Konsep Inti
Investigating and addressing hallucinations in Vision-Language Models through visual prompt dependency.
Abstrak
The content delves into the issue of hallucinations in Vision-Language Models (VLMs) due to an excessive reliance on language priors over visual prompts. It introduces Multi-Modal Mutual Information Decoding (M3ID) as a solution to reduce hallucinations by amplifying the influence of reference images.
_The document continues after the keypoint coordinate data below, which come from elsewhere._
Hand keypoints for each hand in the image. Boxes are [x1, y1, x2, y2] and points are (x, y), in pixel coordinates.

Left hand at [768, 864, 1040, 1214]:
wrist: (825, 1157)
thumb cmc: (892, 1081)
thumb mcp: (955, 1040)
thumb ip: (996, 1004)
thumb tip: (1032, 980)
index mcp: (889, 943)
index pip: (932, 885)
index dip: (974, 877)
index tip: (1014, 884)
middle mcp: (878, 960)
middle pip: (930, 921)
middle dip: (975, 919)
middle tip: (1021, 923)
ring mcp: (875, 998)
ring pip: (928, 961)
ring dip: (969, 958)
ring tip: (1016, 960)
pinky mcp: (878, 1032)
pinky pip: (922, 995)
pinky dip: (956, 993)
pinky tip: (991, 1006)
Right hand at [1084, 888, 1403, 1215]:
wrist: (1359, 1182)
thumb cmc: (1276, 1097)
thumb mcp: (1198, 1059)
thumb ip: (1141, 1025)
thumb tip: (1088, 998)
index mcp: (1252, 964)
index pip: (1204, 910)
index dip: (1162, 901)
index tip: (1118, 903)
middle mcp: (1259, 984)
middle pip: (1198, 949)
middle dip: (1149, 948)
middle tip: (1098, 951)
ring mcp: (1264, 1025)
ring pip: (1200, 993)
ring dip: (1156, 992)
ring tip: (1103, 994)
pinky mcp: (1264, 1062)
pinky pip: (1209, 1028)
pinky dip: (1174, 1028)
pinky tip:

The study shows empirical findings that support the effectiveness of M3ID in reducing ungrounded answers while maintaining linguistic fluency.
Directory:
- Abstract:
- Investigates hallucinations in VLMs due to reliance on language priors over visual prompts.
- Introduces M3ID to reduce hallucations by amplifying the influence of reference images.
- Introduction:
- Discusses autoregressive VLMs' remarkable multimodal capabilities but susceptibility to hallucinations.
- Proposes investigating hallucinations through a quantifiable measure of visual prompt dependency.
- Data Extraction:
- "Specifically, for the LLaVA 13B model, M3ID and M3ID+DPO reduce the percentage of hallucinated objects in captioning tasks by 25% and 28%, respectively, and improve the accuracy on VQA benchmarks such as POPE by 21% and 24%."
- Related Work:
- Mentions previous works on VLMs' tendency to produce ungrounded information known as "hallucinations."
- Discusses decoding algorithms like search or sampling methods used to enhance reasoning and factual accuracy.
- Analysis of Hallucinations in VLMs:
- Introduces a visual prompt dependency measure (PDM) to assess whether model outputs are grounded with respect to visual input.
Statistik
Specifically, for the LLaVA 13B model, M3ID and M3ID+DPO reduce the percentage of hallucinated objects in captioning tasks by 25% and 28%, respectively, and improve the accuracy on VQA benchmarks such as POPE by 21% and 24%.